Authors Barcellona D , Mastino D, Marongiu F 

Received 5 February 2018

Accepted for publication 16 May 2018

Published 22 August 2018 Volume 2018:12 Pages 1521—1526

DOI https://doi.org/10.2147/PPA.S164680

Checked for plagiarism Yes

Review by Single anonymous peer review

Peer reviewer comments 4

Editor who approved publication: Dr Johnny Chen



Doris Barcellona, Diego Mastino, Francesco Marongiu

Department of Medical Science and Public Health, University of Cagliari, Cagliari, Italy

Purpose: The aim of this study was to know the patients’ point of view on the monitoring of vitamin K-antagonist (VKA) therapy by means of a point of care testing (POCT), ie, using a portable coagulometer by self-testing at home. At first, patients had prothrombin time (PT) international normalized ratio (INR) monitoring at a thrombosis center; afterward, they were shifted to self-testing at home. An interview was done to evaluate the patients’ point of view on the two monitoring periods.
Patients and methods: A total of 92 oral anticoagulated patients were enrolled. The questionnaire contained nine questions that elicited a maximum of five closer answers that were arranged in increasing levels of satisfaction: very little, little, enough, much and completely. Percentage of time in therapeutic range (TTR) and adverse events were compared during the two periods of conventional monitoring and self-testing.
Results: The period of conventional monitoring was shorter than that of self-testing (p<0.0001), and the median TTR was satisfactory but lower than that of self-testing (p<0.0001). A total of 85% of the patients were satisfied with self-testing at home. In all, 83% and 73% (p=0.06) of patients felt comfortable about side effects while measuring the PT INR at both home and the thrombosis center, respectively. During the self-testing period, quality of life was improved in 87% of the patients. The cost of test strips was medium–high for 89% of the patients, and 75% of them stated that it was worth improving their quality of life. A switch from VKA to a direct oral anticoagulant (DOAC) was proposed to 24% of the patients, but 68% of them declined because they felt more comfortable monitoring their oral anticoagulant therapy by POCT.
Conclusion: VKA monitoring using POCT at home may play a role in improving the patients’ quality of life and may be considered as an alternative to the use of DOAC at least in certain settings of patients.
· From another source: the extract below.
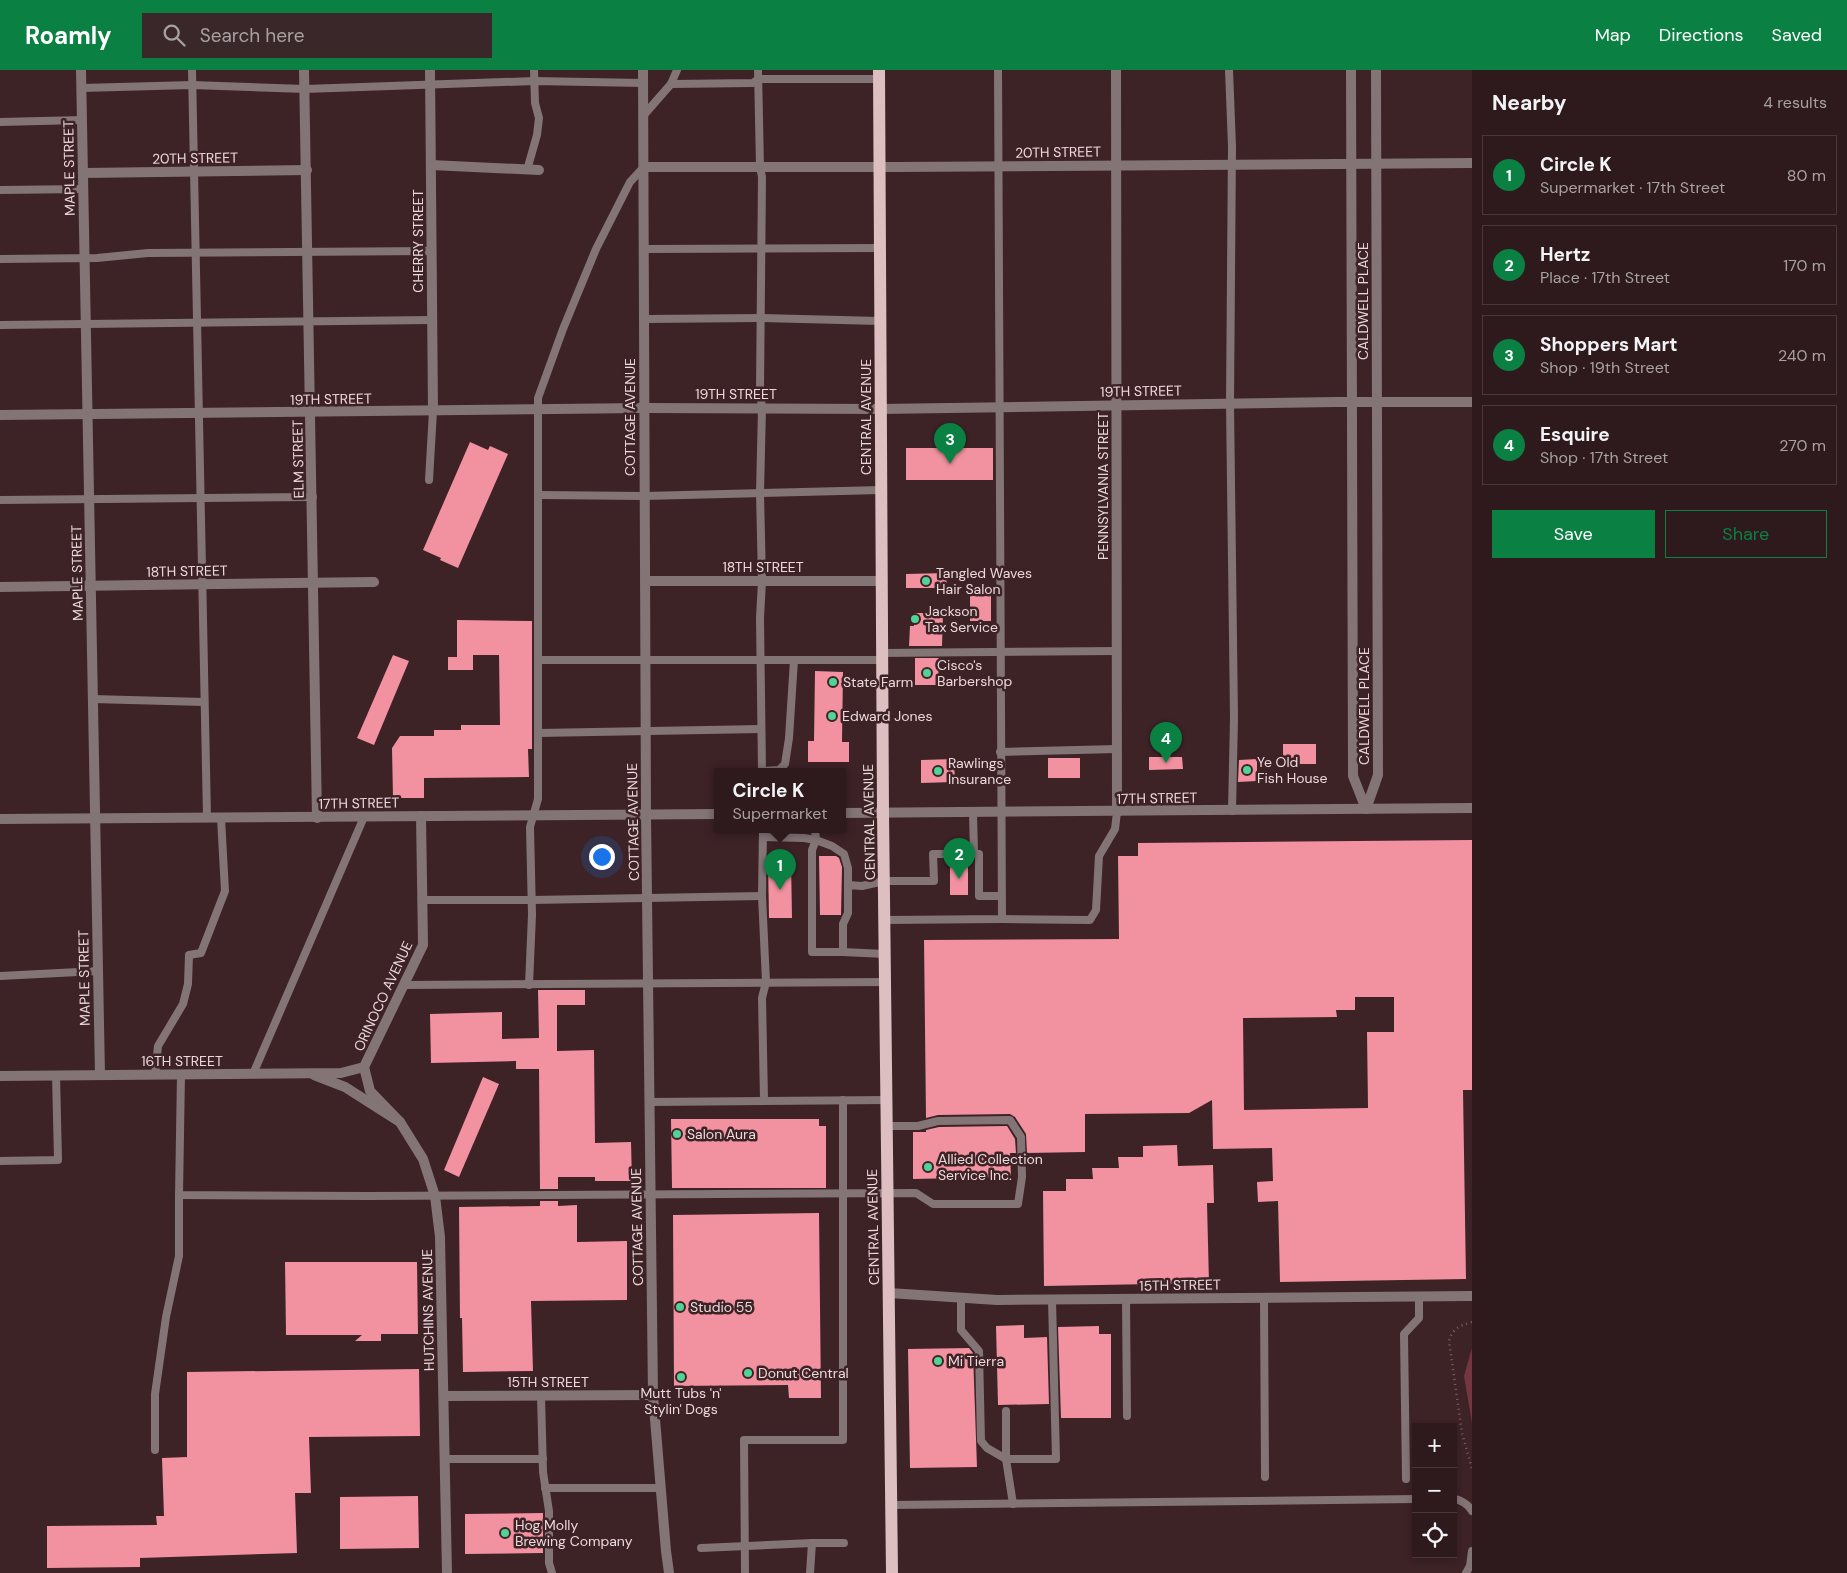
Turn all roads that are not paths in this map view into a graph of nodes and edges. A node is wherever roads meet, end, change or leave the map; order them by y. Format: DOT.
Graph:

Keywords: oral anticoagulants, self-testing, quality of life

Introduction

Vitamin K-antagonists (VKAs) are widely used for both prophylaxis and treatment of thromboembolic conditions such as atrial fibrillation, mechanical heart prosthesis and venous thromboembolism.1

The mechanism of action of VKA is to block the enzyme epoxide reductase that brings back the vitamin K epoxide to its reduced form, avoiding the carboxylation of the GLA-protein residues of the vitamin K-dependent coagulation factors.2 The anticoagulation activity induced by VKA is monitored by a blood test: the prothrombin time (PT) that is expressed as the international normalized ratio (INR).3 Dose adjustment of VKA is necessary to maintain the percentage of time spent in the therapeutic range (TTR), ~70% or more; it has been demonstrated that a TTR of <70% can lead to adverse thrombotic or hemorrhagic events.4 The conventional monitoring of VKA therapy presupposes that patients attend a thrombosis center for INR measurement and wait for receiving a new dosage scheme and their next scheduled appointment.

Point of care testing (POCT) devices are portable coagulometers and are now widely used to monitor VKA treatment by self-testing or self-management.5 POCT devices are easy to use as the INR value can be obtained using a drop of capillary blood by fingerpicking. This can substantially reduce the time needed for blood sampling and can also avoid the need for patients to attend a thrombosis center in person because monitoring can be performed at home.6 A recently published meta-analysis has shown that self-testing and self-management are as safe as the conventional monitoring of the VKA and both can reduce thromboembolic events.7 POCT devices need a periodic external quality control of their performance. This could be done by checking the monitor versus a reference laboratory coagulometer or using a set of the European Concerted Action on Anticoagulation (ECAA) INR-certified plasmas with five different ranges of anticoagulation.8,9

At our thrombosis center, patients may have a conventional monitoring of the VKA therapy but, from 2004, POCT devices have been implemented and selected patients may be able to check their VKA treatment by self-testing.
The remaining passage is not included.